Task directions => Output each record verbatim, with pictures left out.

Records for the exercise =>

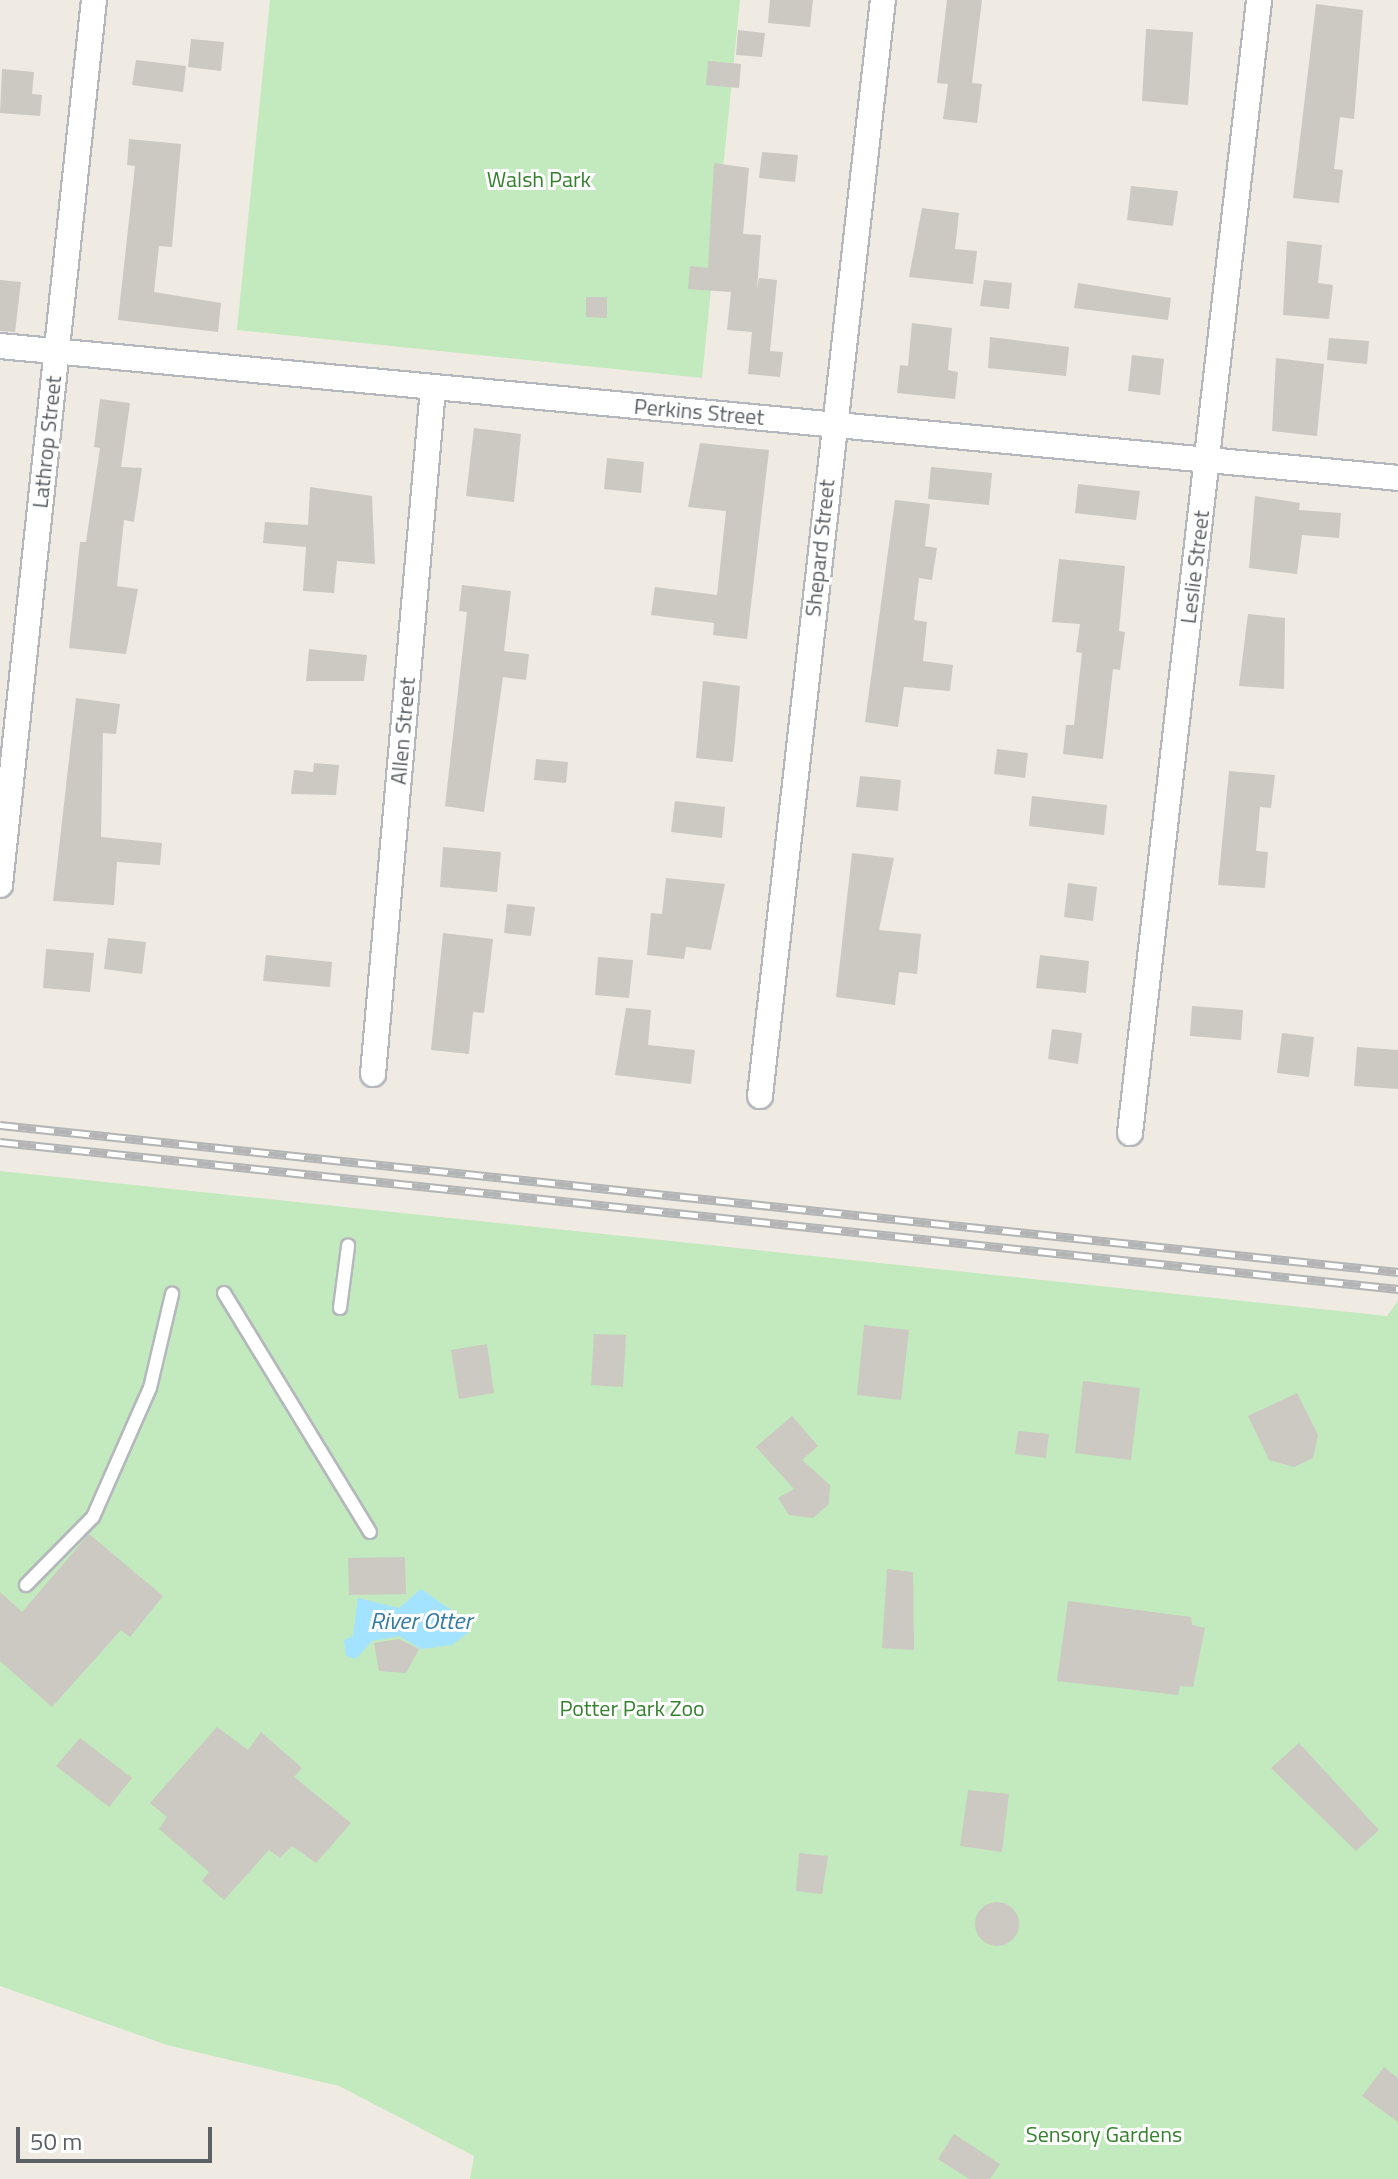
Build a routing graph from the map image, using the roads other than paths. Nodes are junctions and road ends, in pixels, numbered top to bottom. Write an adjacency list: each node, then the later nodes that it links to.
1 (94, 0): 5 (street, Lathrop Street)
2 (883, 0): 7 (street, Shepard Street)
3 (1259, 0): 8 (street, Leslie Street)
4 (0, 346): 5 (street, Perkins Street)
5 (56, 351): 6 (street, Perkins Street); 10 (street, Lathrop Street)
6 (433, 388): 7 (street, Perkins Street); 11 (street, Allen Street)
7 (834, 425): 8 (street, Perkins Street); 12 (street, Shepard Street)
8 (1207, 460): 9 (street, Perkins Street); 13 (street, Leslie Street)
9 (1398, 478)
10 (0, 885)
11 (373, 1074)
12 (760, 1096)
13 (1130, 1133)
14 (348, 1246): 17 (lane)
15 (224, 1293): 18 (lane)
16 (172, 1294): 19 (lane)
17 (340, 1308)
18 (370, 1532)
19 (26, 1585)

Response below =>
Build a routing graph from the map image, using the roads other than paths. Nodes are junctions and road ends, in pixels, numbered top to bottom. Write an adjacency list: each node, then the later nodes that it links to.
1 (94, 0): 5 (street, Lathrop Street)
2 (883, 0): 7 (street, Shepard Street)
3 (1259, 0): 8 (street, Leslie Street)
4 (0, 346): 5 (street, Perkins Street)
5 (56, 351): 6 (street, Perkins Street); 10 (street, Lathrop Street)
6 (433, 388): 7 (street, Perkins Street); 11 (street, Allen Street)
7 (834, 425): 8 (street, Perkins Street); 12 (street, Shepard Street)
8 (1207, 460): 9 (street, Perkins Street); 13 (street, Leslie Street)
9 (1398, 478)
10 (0, 885)
11 (373, 1074)
12 (760, 1096)
13 (1130, 1133)
14 (348, 1246): 17 (lane)
15 (224, 1293): 18 (lane)
16 (172, 1294): 19 (lane)
17 (340, 1308)
18 (370, 1532)
19 (26, 1585)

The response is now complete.